All newly diagnosed HIV positive individuals in the HIV treatment centers of the 24 health facilities who consented to participate in the study were recruited into the study between December 1st, 2018 and July 30, 2019. The health facilities were included based on an average patient flow of three to five new cases per month. Participants were eligible if they were 18 years old or over, newly diagnosed with HIV and had no prior exposure to ART. The target population was all newly diagnosed HIV-positive patients in the three administrative zones.
Design and sample size
The study design was cross-sectional. The sample size was calculated using a formula for a single population proportion. The proportion of late presenters to HIV care was taken from a previous study in Ethiopia, which was 52.89% . Using the formula;
(Zα/2)2 (P) (p-q)/w2; where Zα/2=1.96, q=47.11%, p=52.89% and marginal error (w) =0.05. Total=383
And considering a non-response rate of 10% and a design effect of two, a total of 844 participants were required.
Three administrative zones were selected purposively. Then a total of 71 health facilities (13 hospitals and 58 health centers) providing ART services were identified in the three zones. Health facilities were clustered based on average patient flow as “high load” >3 new patients per month and “low load” <3 new patients per month. A total sample of 844 was distributed for 24 health facilities that fulfilled the selection criteria (fig 1).

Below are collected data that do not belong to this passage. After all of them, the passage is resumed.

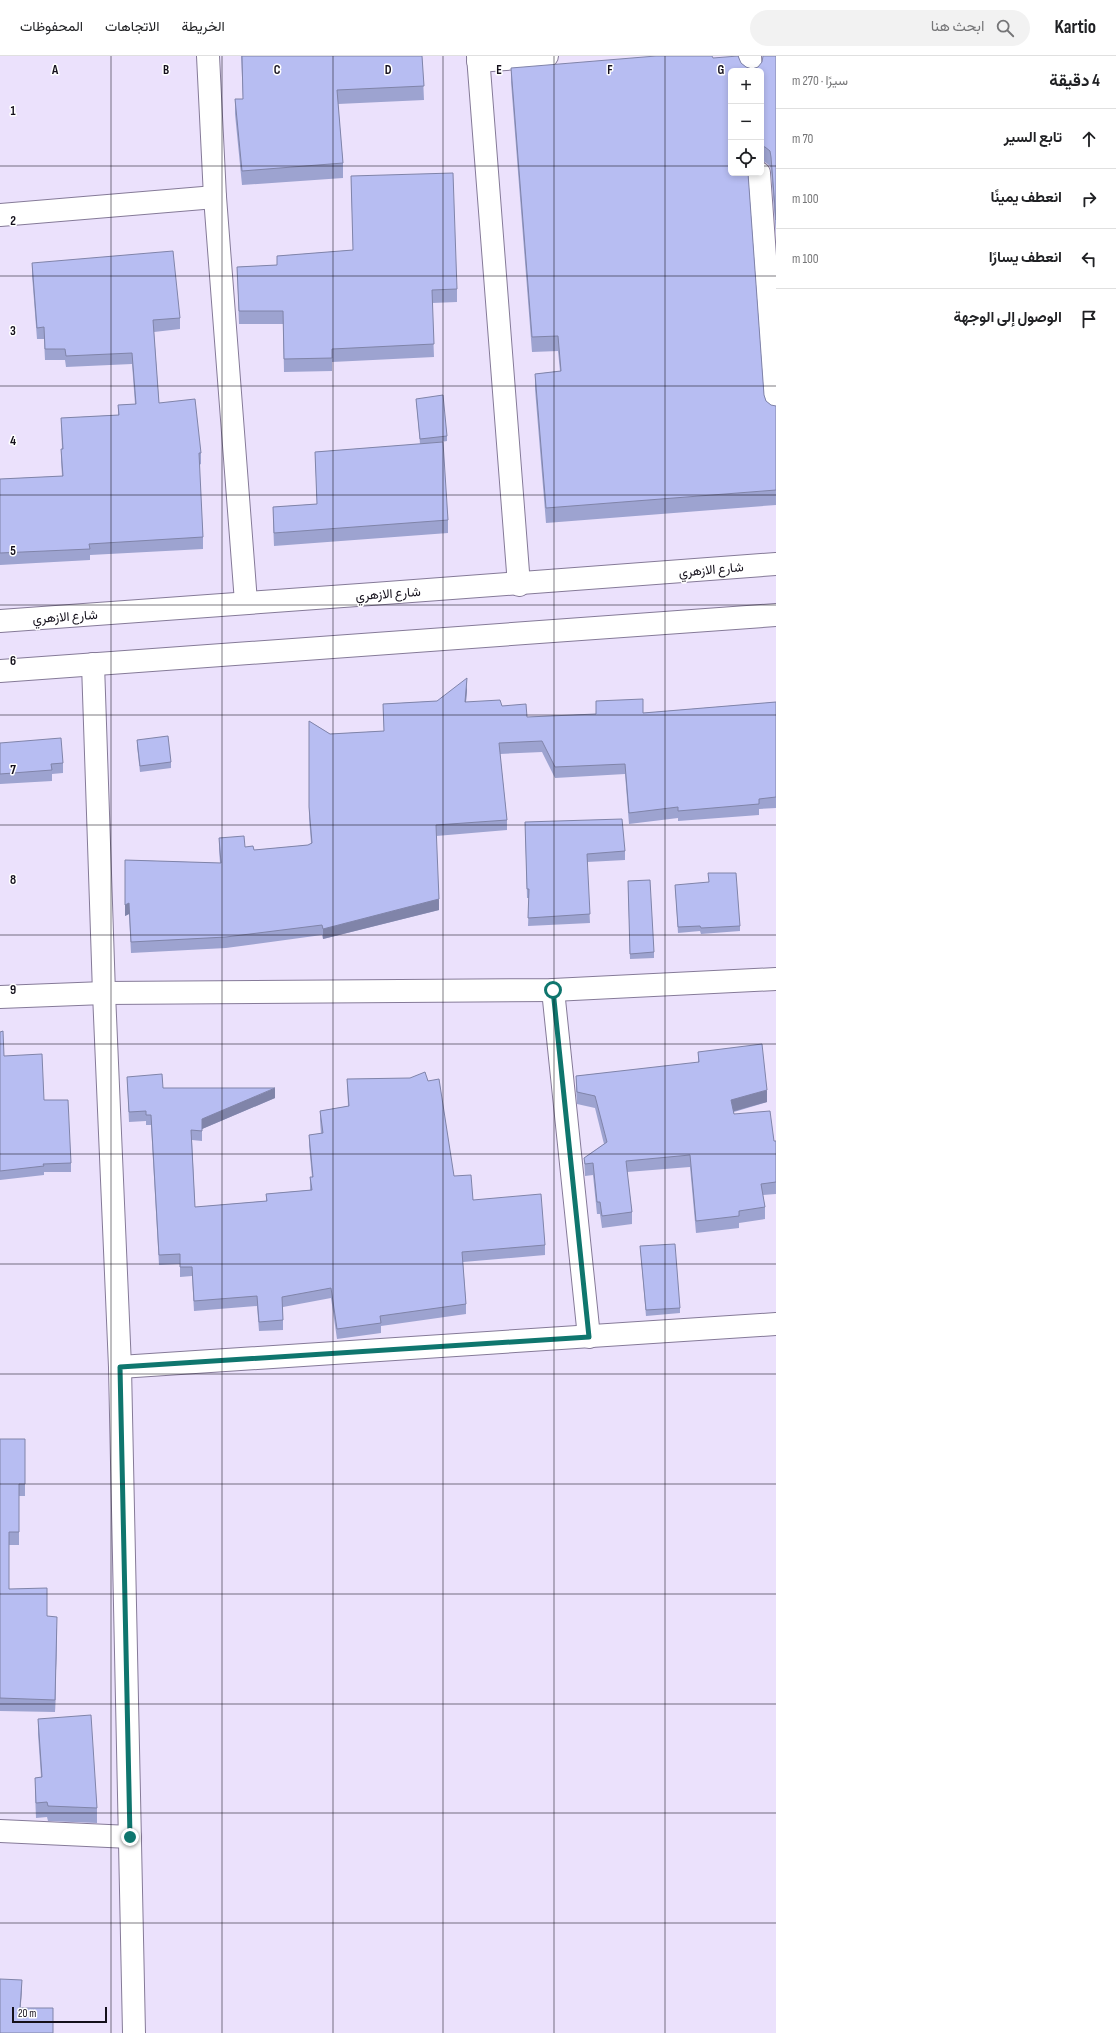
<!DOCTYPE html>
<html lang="ar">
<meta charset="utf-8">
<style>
:root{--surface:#fff;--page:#f2f2f2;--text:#202124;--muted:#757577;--line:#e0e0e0}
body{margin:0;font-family:"Sofia Sans Condensed",Vazirmatn,sans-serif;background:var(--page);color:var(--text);direction:rtl}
.controls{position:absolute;right:12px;top:12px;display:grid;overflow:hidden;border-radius:6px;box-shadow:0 2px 6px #0003}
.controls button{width:36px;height:36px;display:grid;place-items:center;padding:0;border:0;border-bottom:1px solid var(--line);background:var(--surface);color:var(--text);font:20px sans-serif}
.scale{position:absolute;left:12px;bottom:10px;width:95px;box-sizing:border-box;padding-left:4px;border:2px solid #14101b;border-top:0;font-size:11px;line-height:14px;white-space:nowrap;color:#14101b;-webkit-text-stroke:3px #fff;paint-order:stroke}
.stop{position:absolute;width:12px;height:12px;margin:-9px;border:3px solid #0f766e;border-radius:50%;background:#fff}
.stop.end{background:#0f766e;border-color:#fff;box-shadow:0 1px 4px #0008}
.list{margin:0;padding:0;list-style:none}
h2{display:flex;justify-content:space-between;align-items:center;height:52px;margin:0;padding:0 16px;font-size:17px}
h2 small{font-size:13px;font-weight:400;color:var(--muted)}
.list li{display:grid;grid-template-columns:26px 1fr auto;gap:12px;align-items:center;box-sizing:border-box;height:60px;padding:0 16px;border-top:1px solid var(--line)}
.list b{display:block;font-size:15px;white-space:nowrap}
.list em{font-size:13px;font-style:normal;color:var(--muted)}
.icon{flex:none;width:22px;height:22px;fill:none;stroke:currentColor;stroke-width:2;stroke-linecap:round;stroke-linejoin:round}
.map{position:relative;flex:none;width:776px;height:1977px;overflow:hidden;direction:ltr}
header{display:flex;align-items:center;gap:24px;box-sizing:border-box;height:56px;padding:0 20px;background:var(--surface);border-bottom:1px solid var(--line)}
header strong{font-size:19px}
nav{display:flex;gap:22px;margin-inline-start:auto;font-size:14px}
.search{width:280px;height:36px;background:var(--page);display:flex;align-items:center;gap:10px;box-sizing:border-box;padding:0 14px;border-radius:22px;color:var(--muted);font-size:15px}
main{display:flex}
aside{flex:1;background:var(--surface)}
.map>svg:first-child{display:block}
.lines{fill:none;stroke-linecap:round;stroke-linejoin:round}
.minor-casing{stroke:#857a98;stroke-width:24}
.tertiary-casing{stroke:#857a98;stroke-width:24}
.minor{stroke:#fff;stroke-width:22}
.tertiary{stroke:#fff;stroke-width:22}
.wall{fill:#9da3d0}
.shaded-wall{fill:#8084a9}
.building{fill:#b7bdf2;stroke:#8084a9}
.route{stroke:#0f766e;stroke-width:5}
.grid{fill:none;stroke:#14101b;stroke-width:1;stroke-opacity:0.55}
.labels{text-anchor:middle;stroke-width:3;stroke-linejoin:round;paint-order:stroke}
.street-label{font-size:13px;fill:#14101b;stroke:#fff}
.grid-label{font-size:13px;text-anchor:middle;font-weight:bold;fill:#14101b;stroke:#fff;stroke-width:3;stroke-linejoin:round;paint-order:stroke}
</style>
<header>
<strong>Kartio</strong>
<div class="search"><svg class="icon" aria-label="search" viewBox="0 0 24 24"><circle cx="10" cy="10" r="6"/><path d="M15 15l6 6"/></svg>ابحث هنا</div>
<nav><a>الخريطة</a><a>الاتجاهات</a><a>المحفوظات</a></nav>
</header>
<main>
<aside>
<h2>4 دقيقة<small>سيرًا · 270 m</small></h2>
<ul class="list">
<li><svg class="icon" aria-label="ahead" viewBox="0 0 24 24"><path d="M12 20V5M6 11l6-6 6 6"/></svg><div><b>تابع السير</b></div><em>70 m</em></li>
<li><svg class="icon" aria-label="right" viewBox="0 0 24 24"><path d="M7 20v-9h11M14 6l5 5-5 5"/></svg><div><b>انعطف يمينًا</b></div><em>100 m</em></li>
<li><svg class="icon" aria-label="left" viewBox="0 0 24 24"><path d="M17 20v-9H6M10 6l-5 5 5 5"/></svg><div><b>انعطف يسارًا</b></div><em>100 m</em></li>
<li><svg class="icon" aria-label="arrive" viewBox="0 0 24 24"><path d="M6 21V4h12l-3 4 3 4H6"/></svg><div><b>الوصول إلى الوجهة</b></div></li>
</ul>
</aside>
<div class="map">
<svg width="776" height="1977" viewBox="0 0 776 1977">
<rect width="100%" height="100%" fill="#ebe1fc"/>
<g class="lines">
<defs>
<g id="minor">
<path d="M208 0 215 141 246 546"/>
<path d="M478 0 519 529"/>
<path d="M750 0 751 15"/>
<path d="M478 5 547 0"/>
<path d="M759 117 776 353"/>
<path d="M0 159 215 141"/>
<path d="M93 608 104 937 120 1311 134 1977"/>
<path d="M553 934 589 1281"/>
<path d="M0 941 104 937 553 934 776 923"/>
<path d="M120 1311 776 1268"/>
<path d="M0 1775 130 1781"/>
</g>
<g id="tertiary">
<path d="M0 565C259 545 517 529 776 508"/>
<path d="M0 615 776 559"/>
</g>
</defs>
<!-- minor casing -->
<use href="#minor" class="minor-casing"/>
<!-- tertiary casing -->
<use href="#tertiary" class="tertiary-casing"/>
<!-- minor -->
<use href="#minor" class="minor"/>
<!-- tertiary -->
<use href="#tertiary" class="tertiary"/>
</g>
<!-- wall -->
<g class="wall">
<path d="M241 0H422L424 44 338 48 343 107V122L242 129 235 58V43H243Z"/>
<path d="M776 0V179L771 116 770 110 765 106 761 105V15H731L764 339 766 345 771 349 776 350V449L546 467 535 333V318L560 315 558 295 532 296 511 26V12L713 2 741 7 746 11 752 13 758 11Z"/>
<path d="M351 120 457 233V246L432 247 434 301 332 306V315L284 316 283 268H239L237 211 277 209V200L353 194Z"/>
<path d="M32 207 180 262V273L154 276 159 347 201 397V408L199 409 203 481V493L90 499V504L0 509V423L62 420 61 405V393H62L61 362 118 359V349L135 348 132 308 66 311 65 304H45L44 283H37L32 219Z"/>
<path d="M416 343 447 380V385L436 387 448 464V477L274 490 273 464V451L317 448 315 396 420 388Z"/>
<path d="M467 633 466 646 502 650 527 661 596 658V645L643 657 776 646V752L759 753V759L678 765V762L629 768 625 718 555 722 542 696 500 698 507 764V774L436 780 439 854 323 883 322 879 226 892 131 897 129 858 125 860V804L220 807 219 793V782L254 794 308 789 311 787 309 762V665L330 678 384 675 383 648 437 645Z"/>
<path d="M137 684 171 706V712L140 716 137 690Z"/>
<path d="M0 687 63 707V717L52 718V725L0 728Z"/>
<path d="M525 766 625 795V804L587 806 590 867 528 870 529 842H527Z"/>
<path d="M628 825 654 896V902L630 903Z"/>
<path d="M675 829 740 870V875L701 878 700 875 678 877Z"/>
<path d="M0 976 4 1000 44 1044 71 1107V1116H44V1119L0 1124Z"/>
<path d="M698 996 767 1046 734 1056V1058L774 1085H776V1138L763 1139 765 1151V1163L739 1167V1172L696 1177 690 1111 627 1116 632 1156V1168L602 1172 600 1158H597L593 1119 585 1120 584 1102 604 1088 595 1052 577 1048 576 1032V1020L698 1007Z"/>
<path d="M127 1021 163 1032 275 1042 202 1073V1085L192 1084 195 1151 266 1145V1138L310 1134V1121H312L309 1089V1079L321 1078 320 1064V1055L348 1050 347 1023 454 1120 473 1144 545 1189V1199L463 1206 466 1248V1258L381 1270V1277L337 1283 331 1242 283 1251V1274L259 1275 257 1250 194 1255 192 1220 180 1221V1208L159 1209 151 1069H146V1065L129 1066Z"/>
<path d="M640 1190 680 1252V1257L646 1260Z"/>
<path d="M0 1383H25V1440H19V1489H9V1533L47 1560 57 1573 55 1656 0 1655Z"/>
<path d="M38 1663 97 1752V1767L48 1765 47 1761 36 1762 35 1737V1722L41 1721 38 1678Z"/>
</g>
<!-- shaded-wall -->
<g class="shaded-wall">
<path d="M467 622V633L465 657V646Z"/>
<path d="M439 843V854L323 883V873Z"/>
<path d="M129 847V858L125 860V849Z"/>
<path d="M275 1032V1042L202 1073V1063Z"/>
<path d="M767 1034V1046L731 1056V1044Z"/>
<path d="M57 1561V1573L55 1656V1644Z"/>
<path d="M22 1924V1933L20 1961V1952Z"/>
</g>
<!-- building -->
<g class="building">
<path d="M242 0H422L424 30 337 34 343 107 242 115 235 43H243Z"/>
<path d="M656 0H712L713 2 738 0 741 7 746 11 752 13 758 11 762 6 763 0H776V164L771 101 770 95 765 91 761 90V15H731V117H748L764 339 766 345 771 349 776 350V434L546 452 535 318 561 315 558 280 532 281 511 12Z"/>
<path d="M453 117 457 233 432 234 434 288 332 293V302L284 303 283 255H239L237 211 277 209V200L353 194 351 120Z"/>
<path d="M173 195 180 262 153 264 159 347 195 343 201 397H199L203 481 89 488 90 493 0 497V423L63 420 61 393H63L61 362 119 359 118 349 136 348 132 297 66 300 65 293H45L44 271 37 272 32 207Z"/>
<path d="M443 339 447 380 420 383 416 343Z"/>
<path d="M443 386 448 464 274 477 273 451 317 448 315 396Z"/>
<path d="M467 622 465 646 500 644 502 650 526 648 527 661 596 658V645L643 643V657L776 646V741L759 743V748L678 755V751L629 757 625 708 555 711 542 685 499 687 507 764 436 769 439 843 323 873 322 869 226 881 131 886 129 847 125 849V804L221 807 219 782 244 780 245 791 253 790 254 794 308 789 312 787 309 751V665L330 678 384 675 383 648 437 645Z"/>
<path d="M168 680 171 706 140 710 137 684Z"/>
<path d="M61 682 63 707 51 708 52 714 0 718V687Z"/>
<path d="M622 763 625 795 587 798 590 858 528 862 529 833H527L525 766Z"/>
<path d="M708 817H736L740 870 701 872 700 870 678 871 675 829 709 826Z"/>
<path d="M650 824 654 896 630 898 628 825Z"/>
<path d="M3 975 4 1000 42 998 44 1044H68L71 1107 43 1108 44 1110 0 1115V976Z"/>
<path d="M762 988 767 1034 731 1044 734 1058 770 1055 774 1085H776V1126L761 1128 765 1151 739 1155V1160L696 1165 690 1099 626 1105 632 1156 602 1160 600 1146H597L593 1107 585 1108 584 1102 607 1086 595 1040 577 1036 576 1020 699 1006 698 996Z"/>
<path d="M425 1016 428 1025 439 1023 454 1120 471 1119 473 1144 541 1138 545 1189 462 1196 466 1248 380 1260 381 1267 337 1273 331 1232 282 1241 283 1264 259 1266 257 1240 194 1245 192 1211H180V1198L159 1199 151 1059H146V1055L129 1056 127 1021 162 1018 163 1032H275L202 1063V1075L191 1074 195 1151 267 1145 266 1138 312 1134 310 1121H313L309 1079 323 1077 320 1055 349 1050 347 1023 410 1022Z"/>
<path d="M675 1188 680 1252 646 1254 640 1190Z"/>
<path d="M0 1383H25V1428H19V1476H9V1533L47 1532V1560L57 1561 55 1644 0 1642Z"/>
<path d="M91 1659 97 1752 48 1750 47 1746 36 1747 35 1722 42 1721 38 1663Z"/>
<path d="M0 1923 22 1924 20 1952H53V1977H0Z"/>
</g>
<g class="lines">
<!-- route -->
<path class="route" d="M130 1781 120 1311 589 1281 553 934"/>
</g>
<!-- grid -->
<path class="grid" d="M111 0V1977M222 0V1977M333 0V1977M443 0V1977M554 0V1977M665 0V1977M0 110H731M761 110H776M0 220H776M0 330H776M0 439H776M0 549H776M0 659H776M0 769H776M0 879H776M0 988H776M0 1098H776M0 1208H776M0 1318H776M0 1428H776M0 1538H776M0 1648H776M0 1757H776M0 1867H776"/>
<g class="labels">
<!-- street labels -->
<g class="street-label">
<text transform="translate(711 513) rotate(-5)" y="5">شارع الازهري</text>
<text transform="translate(388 537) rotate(-4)" y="5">شارع الازهري</text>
<text transform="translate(65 560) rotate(-4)" y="5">شارع الازهري</text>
</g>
</g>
<g class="grid-label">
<text x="55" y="18">A</text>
<text x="166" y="18">B</text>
<text x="277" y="18">C</text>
<text x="388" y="18">D</text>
<text x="499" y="18">E</text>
<text x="610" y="18">F</text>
<text x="721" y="18">G</text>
<text x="13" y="59">1</text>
<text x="13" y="169">2</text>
<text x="13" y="279">3</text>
<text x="13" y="389">4</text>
<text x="13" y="499">5</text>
<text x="13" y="609">6</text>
<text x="13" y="718">7</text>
<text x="13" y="828">8</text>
<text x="13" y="938">9</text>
</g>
</svg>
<div class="controls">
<button>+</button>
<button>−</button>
<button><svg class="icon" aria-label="locate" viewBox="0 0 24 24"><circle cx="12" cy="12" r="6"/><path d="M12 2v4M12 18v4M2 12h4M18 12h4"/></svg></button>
</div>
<div class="scale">20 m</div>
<div class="stop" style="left:553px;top:934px"></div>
<div class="stop end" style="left:130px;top:1781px"></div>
</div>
</main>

Fig 1: Sampling techniques of delayed HIV diagnosis amongnewly diagnosed people living with HIV in northwest Ethiopia, 2019
Data collection tools and procedures
Data collection tools were developed from a review of similar literature on the subject matter [14, 15, 26-32, 34, 35]. Data were collected using exit interview techniques via interviewer-administered questionnaires. Interviews were conducted in a quiet separate room after obtaining written informed consent. Data collectors were nurses who have received training on HIV treatment guidelines and working in the HIV clinic. All newly diagnosed HIV positive individuals were included consecutively until the required sample size was achieved.
Variables and definitions
Delayed HIV diagnosis was defined following the European Late Presenter Consensus working group as a patient who presents for care when there is an established AIDS-defining clinical condition (stage III/IV) irrespective of CD4 count . Independent variables were categorized into individual and community level factors. Individual-level variables included: age, sex, religion, ethnicity, marital status, educational status, employment status, occupation, wealth status, opportunistic infections, body mass index (BMI), functional status, pregnancy status, any current health complaints. Other individual-level variables were alcohol use, disclosure status, HIV test history, number of sexual partners, condom use, HIV and ART related Knowledge, level of perceived stigma. Health facility-related variables included types of health facility, zones, residence and distance from the health facility.
Data processing and analysis
Data were entered into Epi-Data version 3.5 and exported to STATA version 14 for further analysis. Taking into account the nested structure of the data, multilevel logistic regression analysis has been employed. Four models containing variables of interest were fitted using STATA version 14. Model I (Empty model) was fitted without independent variables to test random variability in the intercept and to estimate the intra-class correlation coefficient (ICC). Model II examined the effects of individual-level variables, Model III examined the effect of health facility level variables and Model IV examined the effects of both individual and health facility level characteristics simultaneously. The random effects are the measures of variation in delayed HIV diagnosis across communities expressed as ICC and proportional change in variance (PCV). Akaike’s Information Criterion (AIC) and Bayesian Information Criterion (BIC) were used to choose a model that best explains the data and the model with low AIC value was taken.
The predicting ability of the model (model accuracy) was evaluated using the Receiver Operating Characteristic (ROC) and area under the curve. These indicated that in model III in which only individual-level variables were fitted it was 81.90% while it was 84.23% in the final model (IV) that included the health facility level variables. Multivariate multilevel logistic regression analysis was performed to estimate the adjusted odds ratios (AOR) at a 95% confidence interval (CI).